Scenario 2: Running across the road. Well, if anyone needs their butt slapped it’s the parent for not completely ensuring their child’s safety. That’s the parent’s job, after all. If the kid is so young they haven’t learned road safety it’s the parent’s responsibility to keep them in sight and close enough to grab at a moment’s notice. When my son was around 20 months we held hands to get the mail. At the mailbox I foolishly let go of him to get the mail. He started back across the road. I immediately jumped after him, grabbed his hand, and held it as we crossed the road. As we walked I explained the importance of holding hands. Later we sat and watched cars go by together. I mentioned how vehicles are very big and would give “big ouchies” if he crossed in front of one. That helped, but of course, I no longer take my attention away even for a second. Little kids mean well but their very inquisitive and impulsive. They can’t help it, it’s just how they’re programmed. It’s the kids job to learn and explore, it’s our job to make sure where their exploring is safe.
I agree with your use of “it’s the rules.” I think it’s important that kids know their family’s rules and that other family’s have different rules.
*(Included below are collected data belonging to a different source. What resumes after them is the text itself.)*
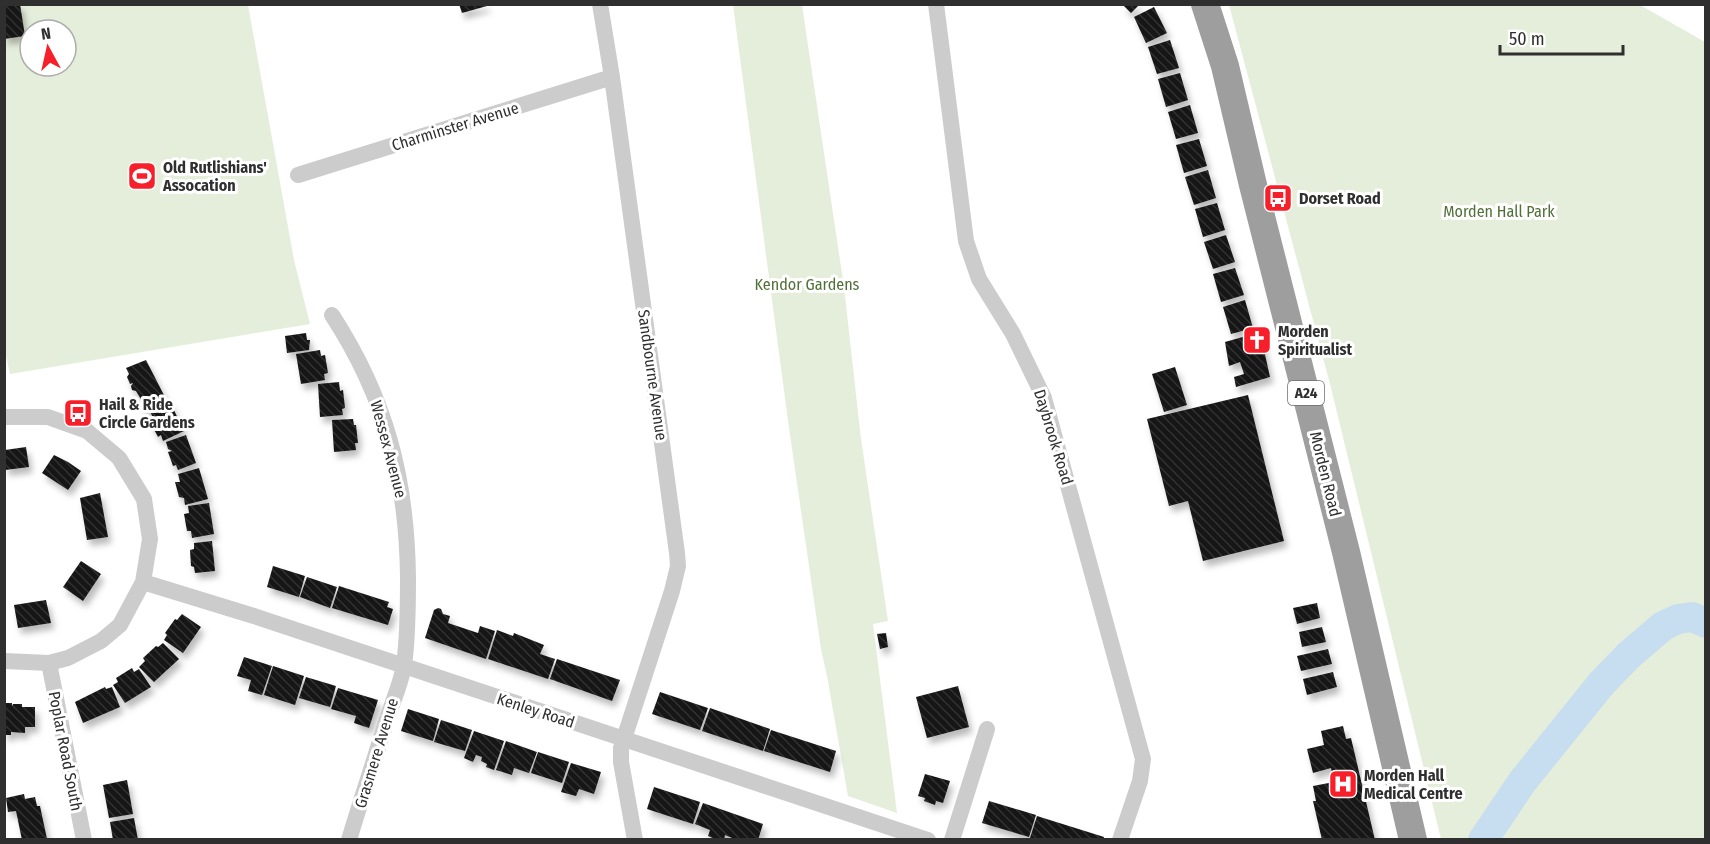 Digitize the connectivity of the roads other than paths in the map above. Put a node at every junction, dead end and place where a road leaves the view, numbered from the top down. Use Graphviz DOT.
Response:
graph roads {
  1 [pos="600,4"];
  2 [pos="936,4"];
  3 [pos="1206,5"];
  4 [pos="612,77"];
  5 [pos="298,175"];
  6 [pos="332,315"];
  7 [pos="4,417"];
  8 [pos="143,582"];
  9 [pos="4,661"];
  10 [pos="49,663"];
  11 [pos="403,666"];
  12 [pos="987,729"];
  13 [pos="624,739"];
  14 [pos="1414,839"];
  15 [pos="84,840"];
  16 [pos="349,840"];
  17 [pos="635,840"];
  18 [pos="928,840"];
  19 [pos="952,840"];
  20 [pos="1120,840"];
  1 -- 4 [label="street, Sandbourne Avenue"];
  2 -- 20 [label="street, Daybrook Road"];
  3 -- 14 [label="highway, Morden Road / A24"];
  4 -- 5 [label="street, Charminster Avenue"];
  4 -- 13 [label="street, Sandbourne Avenue"];
  6 -- 11 [label="street, Wessex Avenue"];
  7 -- 8 [label="street"];
  8 -- 10 [label="street"];
  8 -- 11 [label="street, Kenley Road"];
  9 -- 10 [label="street"];
  10 -- 15 [label="street, Poplar Road South"];
  11 -- 13 [label="street, Kenley Road"];
  11 -- 16 [label="street, Grasmere Avenue"];
  12 -- 19 [label="street"];
  13 -- 17 [label="street, Sandbourne Avenue"];
  13 -- 18 [label="street, Kenley Road"];
}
I don’t think kids should ever be punished for forgetting those rules.
Three year olds aren’t going to respond well to be talked to. They’re little kids, curious, impulsive, short-attention spans. I remember some of my dad’s lectures. Oh geez, they were boring! I had trouble listening to his boring speeches longer than 30 seconds and I was a teenager! Three year old need easy to understand rules, short and simple commands, and plenty of loving guidance. The best way to grab their attention is to get on their level, say their name and wait for acknowledgment. If nothing happens after a moment, try putting your hand on their shoulder. State your expectations then actively wait for it to get done. I used to ask my son to do something, then repeat it over and over again. Then I started to notice, if I’m asked to do something I always come to a stopping point with whatever I’m working on. It made me realize that kids deserve the same sort of time allowance. After realizing that I’ve noticed it almost never takes Toe longer than a minute to tidy up loose ends and do what I need.
It’s all about the parent having realistic expectations and mutual respect.
NEXT :
Another thing to remember that helps us with Kairi, is to give a child transition time! You'll hear us say things like "OK, Kai, you've got 5 more minutes and then we have to go home" or "You can go down the slide 2 more times before we leave" We try very hard to make sure not to spring anything on her. Transitions are difficult for kids (especially sensitive or high needs kids) so we try to make them easier.
Allright, we do that, anyways NEXT we have ME, PAUL BAKER, going off for an hour, mabye not making much sense, but at this point I could care less. . .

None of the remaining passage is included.